When using carbon dioxide, it must be remembered that it poses a danger to people. Therefore, entering the room after filling it with carbon dioxide is possible only in oxygen insulating gas masks.

Carbon dioxide is not electrically conductive and evaporates without leaving any traces behind. Carbon dioxide is used to extinguish electrical equipment, internal combustion engines, to extinguish fires in valuable material storages, archives, libraries, etc. Carbon dioxide cannot be used as a fire extinguishing agent when burning ethyl alcohol, because. carbon dioxide dissolves in it, as well as during the combustion of substances that can burn without access to air (termite, celluloid, etc.). In addition to CO 2, other inert gases are also used as fire extinguishing agents: nitrogen, sulfur hexafluoride.

Freon formulations- these are compounds with galloid hydrocarbons. They are volatile liquids, so they are referred to as gases or aerosols. The main compositions used in extinguishing fires are:

Freon 125 (C 2 HF 5)

Freon 318 (C 4 Cl 3 F 8)

These compositions are by far the most effective means of extinguishing fires. Their action is based on the inhibition of chemical reactions of combustion and interaction with atmospheric oxygen.

They are used to extinguish fires of classes A, B, C and electrical installations at practically unlimited temperatures.

Advantages:

The most effective in comparison with all available formulations;

Have a high penetrating ability;

They are used at negative temperatures (up to - 70 0 С).

Flaws:

Toxicity;

Formation of corrosive compounds in the presence of moisture;

Not effective for outdoor use;

• It is impossible to extinguish alkali and alkaline earth metals and acid-containing substances.

Powder formulations.
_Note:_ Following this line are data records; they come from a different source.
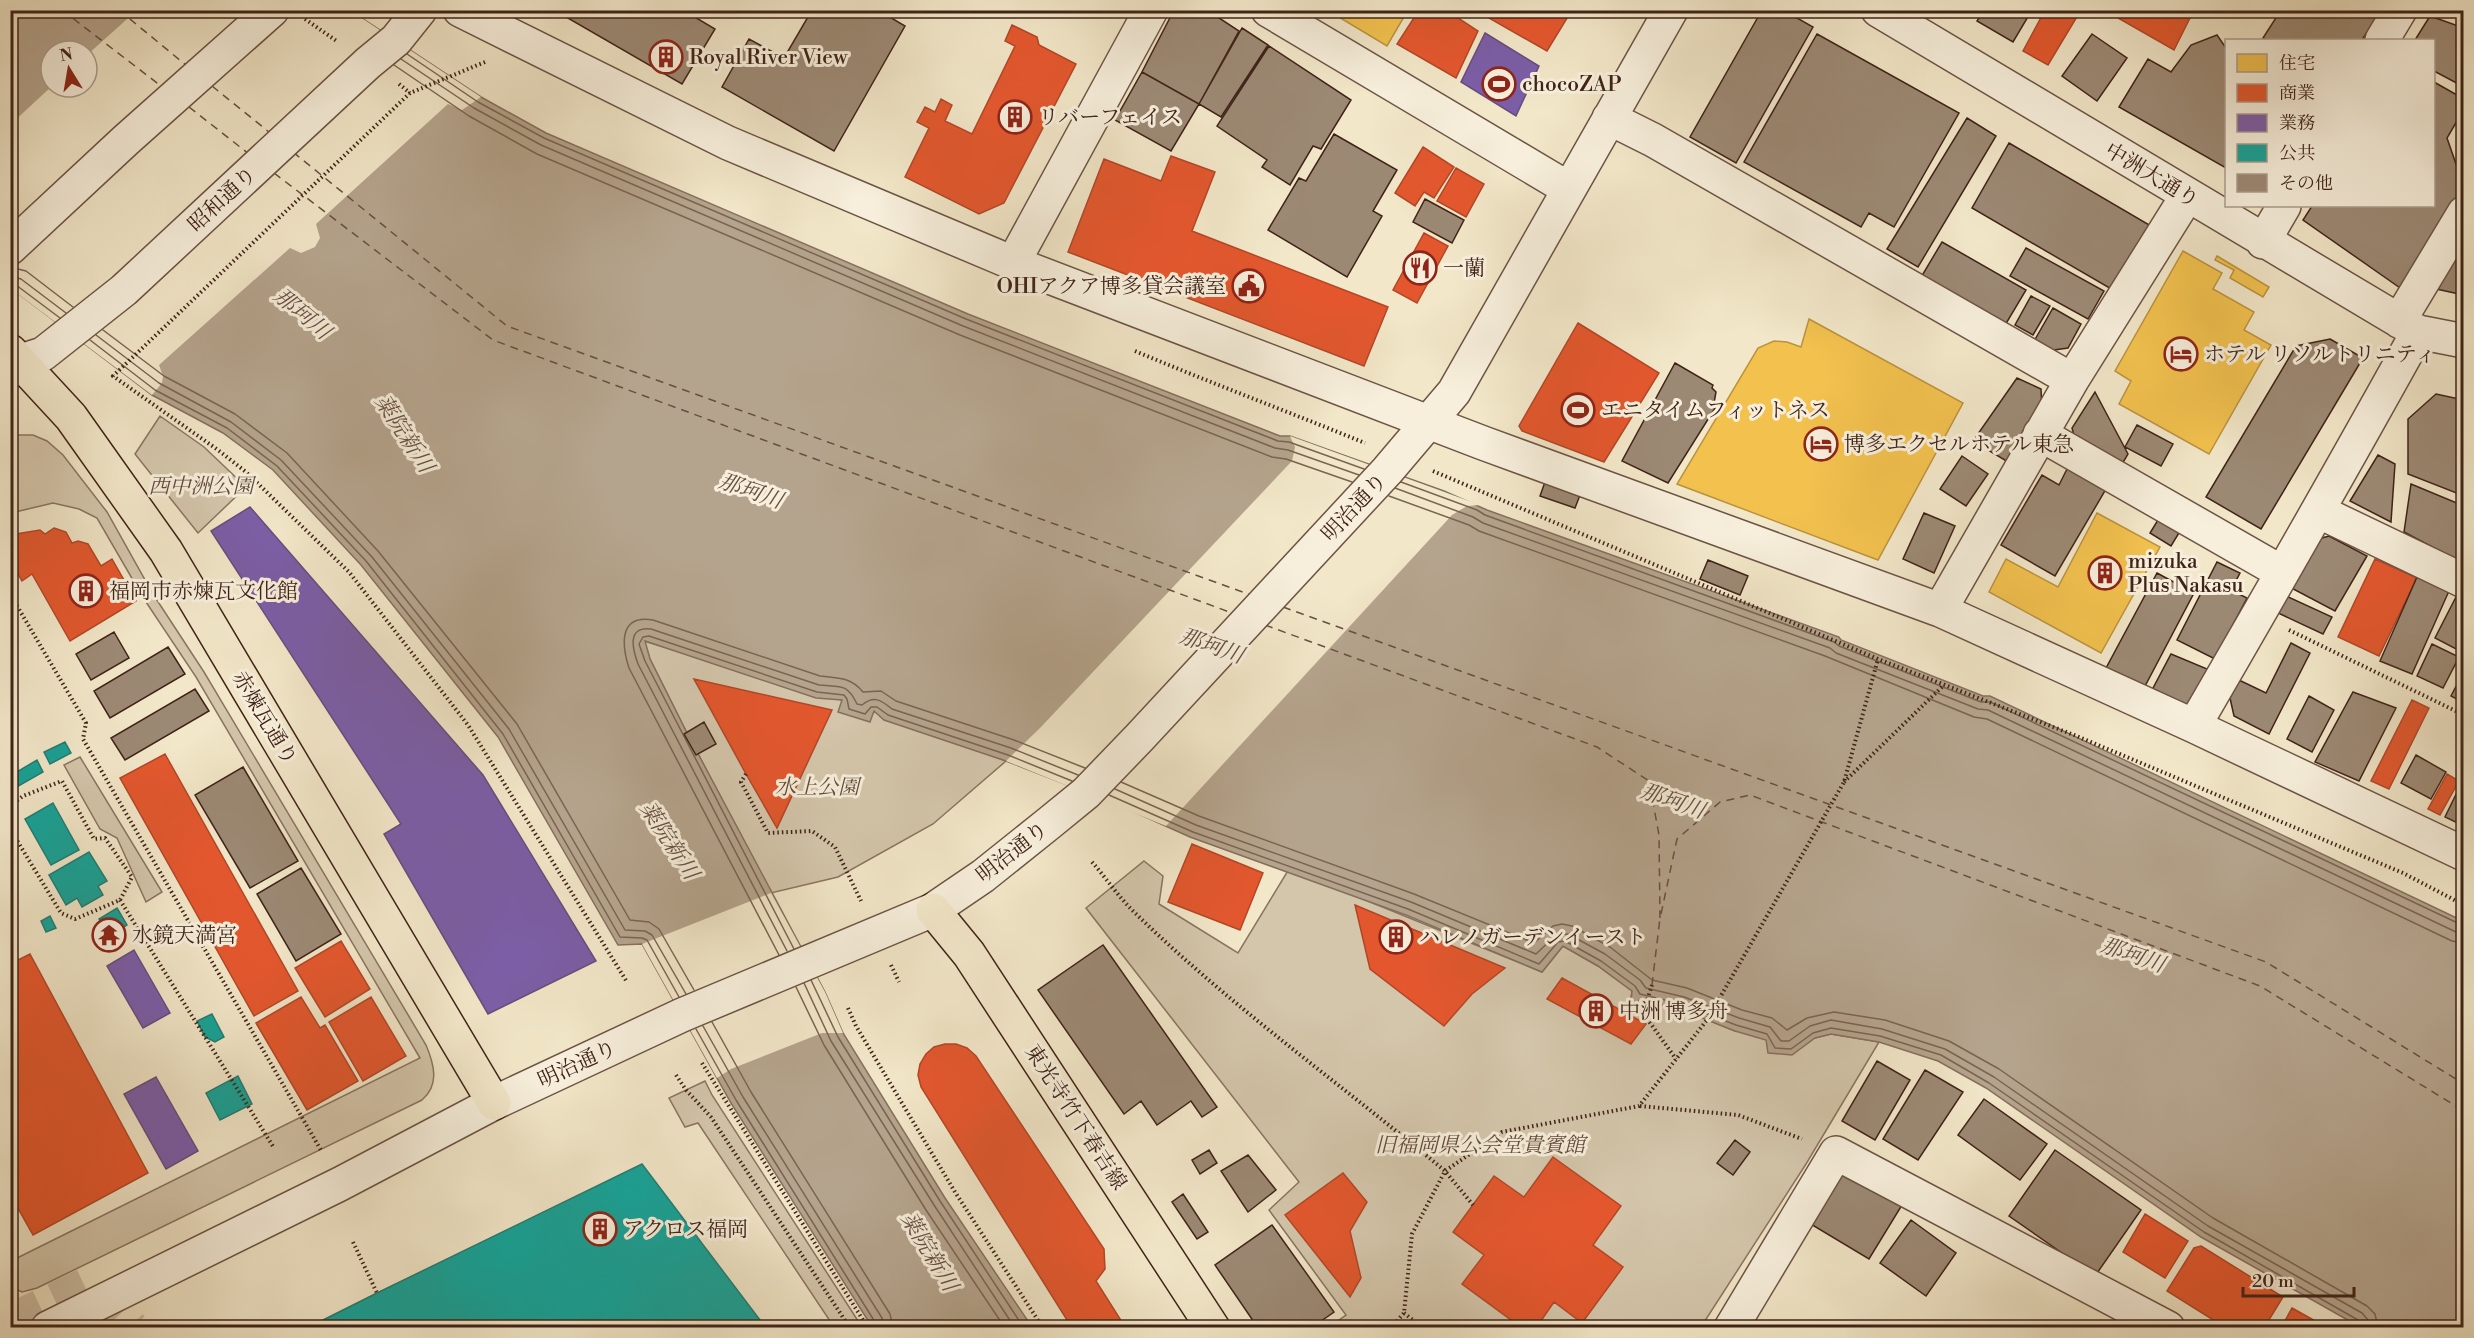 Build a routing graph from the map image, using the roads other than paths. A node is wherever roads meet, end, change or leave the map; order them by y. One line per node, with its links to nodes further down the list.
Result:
1 (272, 10): 16 (street)
2 (420, 10): 20 (street, 昭和通り)
3 (460, 10): 17 (street)
4 (1151, 10): 17 (street)
5 (1269, 10): 11 (street)
6 (1671, 10): 10 (street, 明治通り)
7 (1878, 10): 12 (street, 中洲大通り)
8 (2400, 10): 9 (street)
9 (2383, 39)
10 (1609, 118): 11 (street, 明治通り); 21 (street)
11 (1569, 189): 22 (street, 明治通り)
12 (2187, 196): 15 (street, 中洲大通り); 21 (street)
13 (2283, 207): 15 (street)
14 (2463, 213): 18 (street)
15 (2263, 242): 18 (street, 中洲大通り)
16 (10, 248)
17 (1013, 263): 22 (street)
18 (2408, 326): 19 (street, 中洲大通り); 24 (street)
19 (2463, 341)
20 (14, 361): 31 (main road, 赤煉瓦通り)
21 (2072, 380): 23 (street)
22 (1428, 422): 27 (street); 30 (street, 明治通り)
23 (2040, 434): 25 (street); 27 (street)
24 (2318, 511): 25 (street); 26 (street)
25 (2281, 572): 28 (street)
26 (2463, 581)
27 (1940, 610): 28 (street)
28 (2194, 726): 29 (street)
29 (2463, 854)
30 (933, 910): 31 (street, 明治通り); 33 (main road, 東光寺竹下春吉線)
31 (494, 1103): 32 (street, 明治通り)
32 (48, 1328)
33 (1213, 1328)
34 (1731, 1328): 35 (street)
35 (2168, 1328)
The powder fire extinguishing compositions currently used include:

PSB-3M (~90% sodium bicarbonate);

Pyrant - A (~96% ammonium phosphates and sulfates);

PCA (~90% potassium chloride);

AOS - aerosol-forming compositions.

In addition to the main components of fire extinguishing powders, they include anti-caking and hydrophobic additives.

Powder fire extinguishing compositions are used to extinguish fires of classes A, B, C and E, electrical installations under voltage.

Ineffective when extinguishing:

Smoldering materials and substances burning without access to oxygen.

The effect of powder compositions of PCC and AOS is to inhibit the chemical reaction of combustion and reduce the oxygen content in the combustion zone.

PHC and AOS powders are the most promising today. Aerosol fire-extinguishing compositions - AOS are especially effective.

AOS is a solid fuel or pyrotechnic composition capable of self-combustion without air access with the formation of fire extinguishing combustion products - inert gases, highly dispersed salts and alkali metal oxides. These compounds are low toxic and environmentally friendly.

Currently applied:

Flaming AOS;

Chilled AOS.

Flame compositions, when actuated by devices of aerosol-forming compositions, have a flame reaching several meters and a temperature of combustion products at the outlet of 1200 - 1500 0 C. This is their disadvantage.

Cooled aerosol formulations are obtained using special chilled nozzles. This makes it possible to reduce the temperature of AOC during combustion from 600 0 С to 200 0 С, but at the same time the aerosol mixture will contain products of incomplete combustion of AOC, which significantly increases the toxicity of combustion products compared to flame AOC.

AOS is used for extinguishing in fire extinguishers, in generators of various types, both in autonomous mode and in automatic aerosol fire extinguishing installations.